You are viewing a plain text version of this content. The canonical link for it is here.
Posted to user@nutch.apache.org by Prashant Dave <pd...@gwmail.gwu.edu> on 2012/08/17 17:20:43 UTC

Nutch 2.0 and Sitemap

Is there sitemap support in nutch 2.0. For a given website, first get
and parse the sitemap file and crawl only those urls that are in the
sitemap?
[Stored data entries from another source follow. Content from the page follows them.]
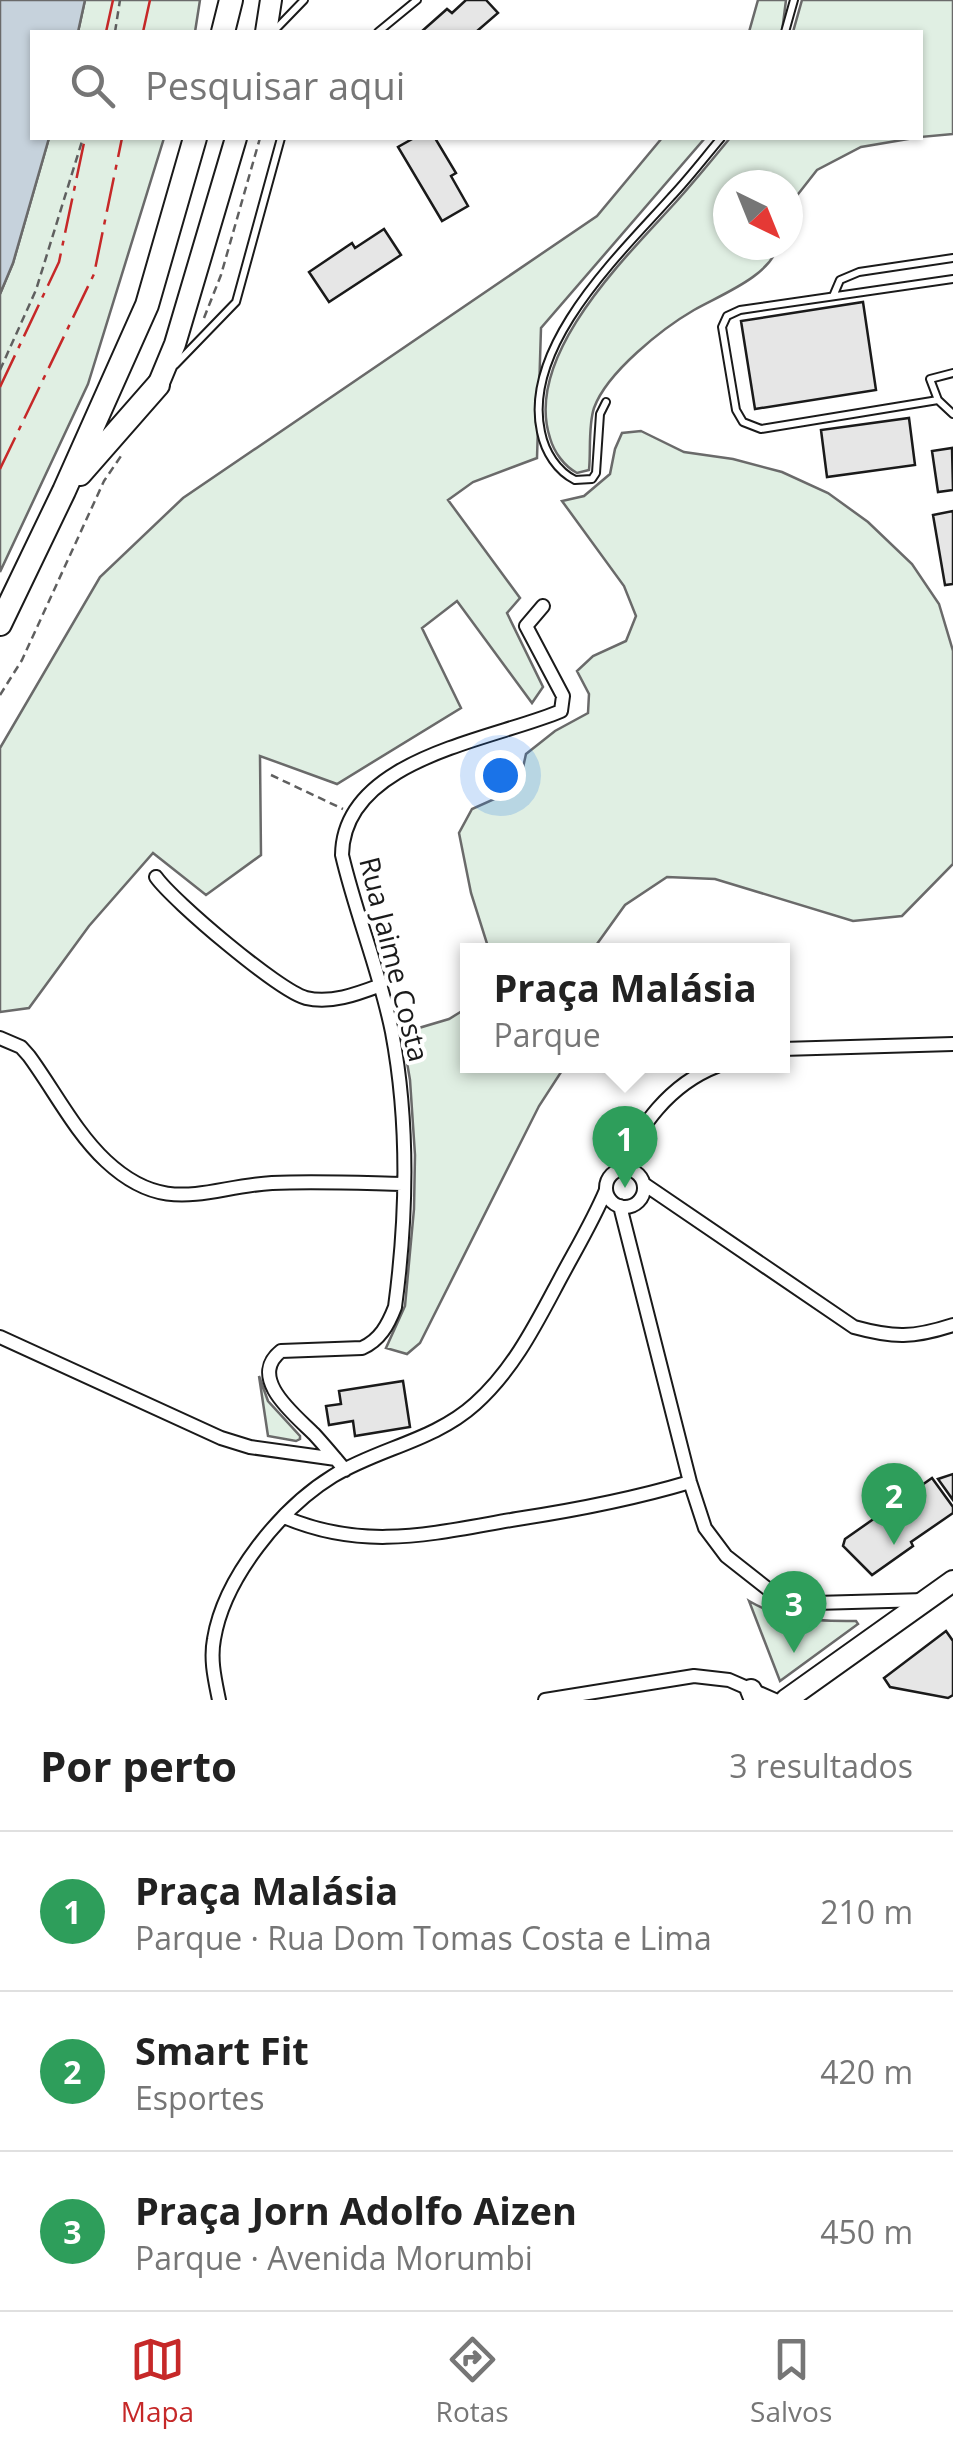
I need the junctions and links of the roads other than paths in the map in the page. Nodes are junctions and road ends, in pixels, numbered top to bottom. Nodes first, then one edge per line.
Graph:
1 (231, 0) edge
2 (271, 0) edge
3 (304, 0) edge
4 (417, 0) edge
5 (794, 0) edge
6 (223, 30) edge
7 (269, 30) edge
8 (271, 30) edge
9 (380, 30) edge
10 (786, 30) edge
11 (194, 140) edge
12 (235, 140) edge
13 (279, 140) edge
14 (719, 140) edge
15 (953, 258) edge
16 (953, 279) edge
17 (834, 294) junction
18 (953, 374) edge
19 (158, 386) junction
20 (938, 400) junction
21 (606, 402) dead end
22 (953, 414) edge
23 (64, 491) junction
24 (543, 606) dead end
25 (0, 624) edge
26 (156, 877) dead end
27 (381, 985) junction
28 (0, 1038) edge
29 (953, 1044) edge
30 (790, 1049) edge
31 (700, 1073) edge
32 (632, 1142) junction
33 (617, 1171) junction
34 (634, 1171) junction
35 (403, 1184) junction
36 (643, 1190) junction
37 (617, 1201) junction
38 (953, 1324) edge
39 (0, 1337) edge
40 (340, 1464) junction
41 (690, 1482) junction
42 (284, 1517) junction
43 (953, 1581) edge
44 (928, 1600) junction
45 (818, 1677) junction
46 (753, 1695) edge
47 (219, 1700) edge
48 (545, 1700) edge
49 (775, 1700) edge
50 (786, 1700) edge
51 (818, 1700) edge

1 - 6 highway
2 - 7 main road
3 - 8 lane
4 - 9 lane
5 - 10 lane
11 - 23 highway
12 - 19 main road
13 - 19 lane
14 - 21 lane
15 - 17 lane
16 - 17 lane
17 - 20 lane
18 - 20 lane
19 - 23 highway
20 - 22 lane
23 - 25 highway
24 - 27 street, Rua Jaime Costa
26 - 27 street
27 - 35 street, Rua Jaime Costa
28 - 35 street
29 - 30 street
31 - 32 street
32 - 33 street
32 - 34 street
33 - 34 street
33 - 37 street
34 - 36 street
35 - 40 street, Rua Jaime Costa
36 - 37 street
36 - 38 street
37 - 40 street
37 - 41 street
39 - 40 street
40 - 42 street
41 - 42 street
41 - 44 street
42 - 47 street
43 - 44 main road
44 - 45 main road
45 - 50 main road
45 - 51 main road
46 - 48 street
46 - 49 street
I read online that this functionality was in the roadmap but
have not been able to find out if sitemap is supported.

Thanks

Prashant

RE: Nutch 2.0 and Sitemap

Posted by Markus Jelsma <ma...@openindex.io>.
Hi,

There is no support for sitemaps in either 1.x or 2.x but you're more than welcome to provide any patches if you have them.

Cheers

 
 
-----Original message-----
> From:Prashant Dave <pd...@gwmail.gwu.edu>
> Sent: Fri 17-Aug-2012 17:23
> To: user@nutch.apache.org
> Subject: Nutch 2.0 and Sitemap
> 
> Is there sitemap support in nutch 2.0. For a given website, first get
> and parse the sitemap file and crawl only those urls that are in the
> sitemap? I read online that this functionality was in the roadmap but
> have not been able to find out if sitemap is supported.
> 
> Thanks
> 
> Prashant
>